Поднявшись на четвертый этаж, на что ей понадобилось не менее пяти минут, она достала из кармана ключ, принесенный Эженом, и вложила его в замок, оглядевшись прежде, чтобы убедиться, что никто не идет по лестнице.
В это время буря достигла наибольшей степени напряжения. Черепицы, сорванные ветром, летали по воздуху и с треском разбивались о мостовую. Кое-где обрушились даже водосточные трубы, грозя серьезной опасностью прохожим, к счастью, очень редким.
Деревья Королевской площади трещали под напором урагана, казалось, ежеминутно готовые свалиться, и их листья летели, как стаи испуганных воробьев.
Безумная продолжала по-прежнему стоять у окна. Опираясь лбом о стекло, она смотрела на площадь и печально шептала свою вечную арию.
Вдруг она замолчала. Ее внимание привлекли два человека, стоявшие неподвижно под газовым фонарем.
Эти люди внимательно смотрели на дом и, казалось, не замечали ни грома, ни молнии.
Один был, по-видимому, рабочий, другой — мелкий торговец. Это были Тефер и герцог Жорж де Латур-Водье.
Вдруг яркая молния осветила их лица, и Эстер глухо вскрикнула.
Сенатор и полицейский перешли дорогу, как Берта Леруа несколько минут назад.
Безумная не спускала с них глаз.
Они подошли к дому и исчезли.
Тогда и она отошла от окна и направилась к дверям своей комнаты.
Берта вошла в квартиру Рене Мулена и тихо заперла за собой дверь. Бедная девушка была в очень понятном волнении. Если бы, хотя это и невероятно, ее застали ночью одну в чужой квартире, ее, конечно, обвинили бы в воровстве, и ей не избежать бы ареста. И как смогли бы она оправдаться?…
Собрав все свое мужество, она прогнала эти тревожные мысли, достала взятую с собой свечу и зажгла ее. Оглядев комнату, она не заметила письменного стола.
«Он, должно быть, в спальне», — подумала она, направляясь к одной из боковых стеклянных дверей, находившихся друг против друга. Она открыла левую дверь и очутилась в комнате, в которой Рене прятал свои пустые чемоданы и вешал костюмы на большой вешалке, тщательно закрытой зеленым люстрином.

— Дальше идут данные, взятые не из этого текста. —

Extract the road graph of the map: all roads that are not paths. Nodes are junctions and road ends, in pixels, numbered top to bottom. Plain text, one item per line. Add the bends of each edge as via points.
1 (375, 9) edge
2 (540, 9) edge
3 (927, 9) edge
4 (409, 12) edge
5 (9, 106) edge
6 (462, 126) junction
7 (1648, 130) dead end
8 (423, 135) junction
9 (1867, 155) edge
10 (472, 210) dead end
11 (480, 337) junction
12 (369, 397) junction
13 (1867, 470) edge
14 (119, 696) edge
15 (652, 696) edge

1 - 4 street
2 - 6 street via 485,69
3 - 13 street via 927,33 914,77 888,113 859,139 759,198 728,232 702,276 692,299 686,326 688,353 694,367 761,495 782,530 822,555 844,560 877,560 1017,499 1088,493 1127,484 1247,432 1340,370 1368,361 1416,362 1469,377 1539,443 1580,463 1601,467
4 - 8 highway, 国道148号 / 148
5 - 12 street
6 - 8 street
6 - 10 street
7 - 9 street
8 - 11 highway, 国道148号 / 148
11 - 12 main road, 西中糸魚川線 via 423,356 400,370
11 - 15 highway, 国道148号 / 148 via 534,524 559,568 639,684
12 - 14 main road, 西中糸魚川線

Берта покачала головой, затворила эту дверь и пошла к другой. Она взялась уже за ручку, как вдруг до нее донесся странный звук: кто-то старался вставить ключ или отмычку в замок входной двери. Берта остановилась в испуге, бледная как смерть.

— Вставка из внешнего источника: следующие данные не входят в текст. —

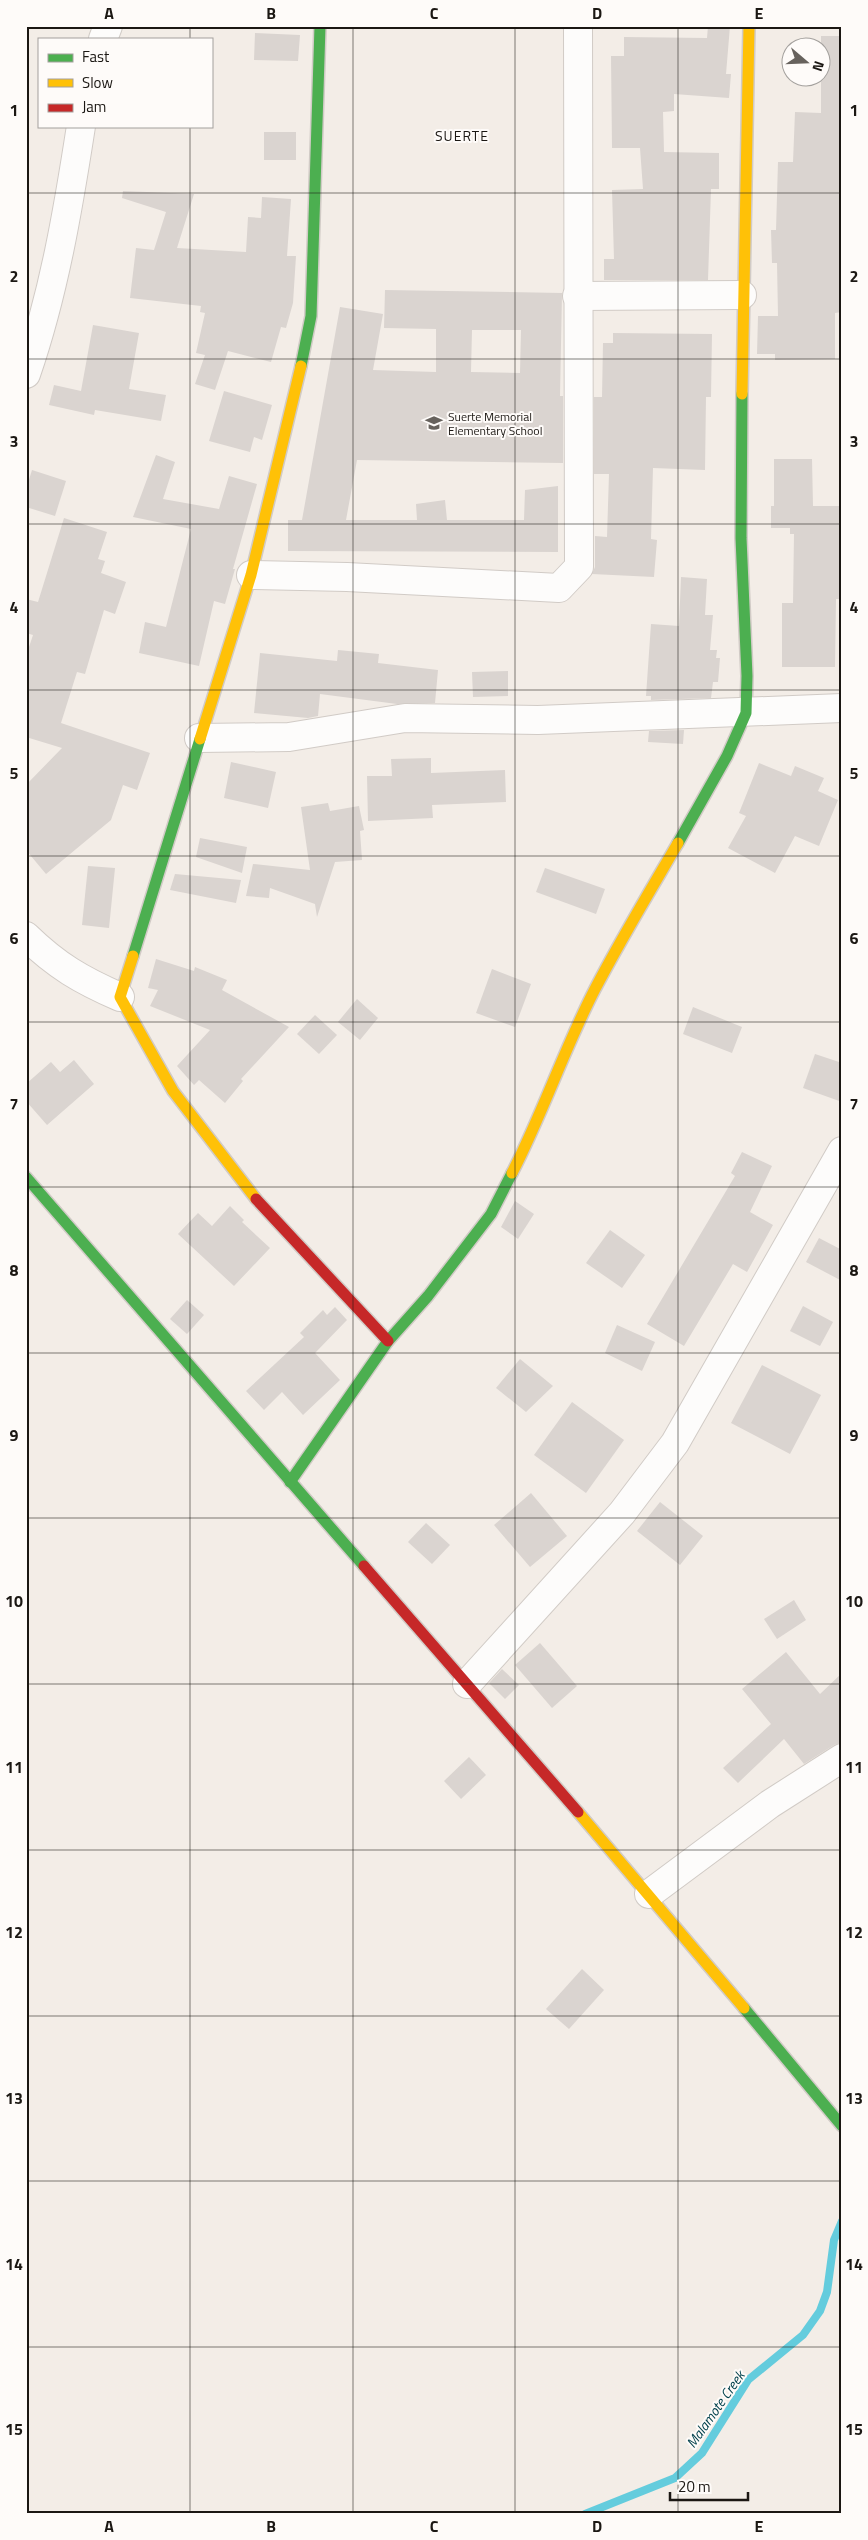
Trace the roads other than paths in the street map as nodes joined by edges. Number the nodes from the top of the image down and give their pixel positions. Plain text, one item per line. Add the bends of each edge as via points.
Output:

— Сюда хотят войти… — прошептала она дрожащим голосом. — Я погибла.
Шум продолжался. Наконец Берте показалось, что дверь отворяется. Близость опасности вернула ей если не мужество, то присутствие духа. Она бросилась в комнату, которую только что осмотрела, погасила свечу и, затворив дверь, спряталась за зеленым занавесом вешалки.
Между тем входная дверь тихо отворилась и снова затворилась, потом послышались чьи-то осторожные шаги.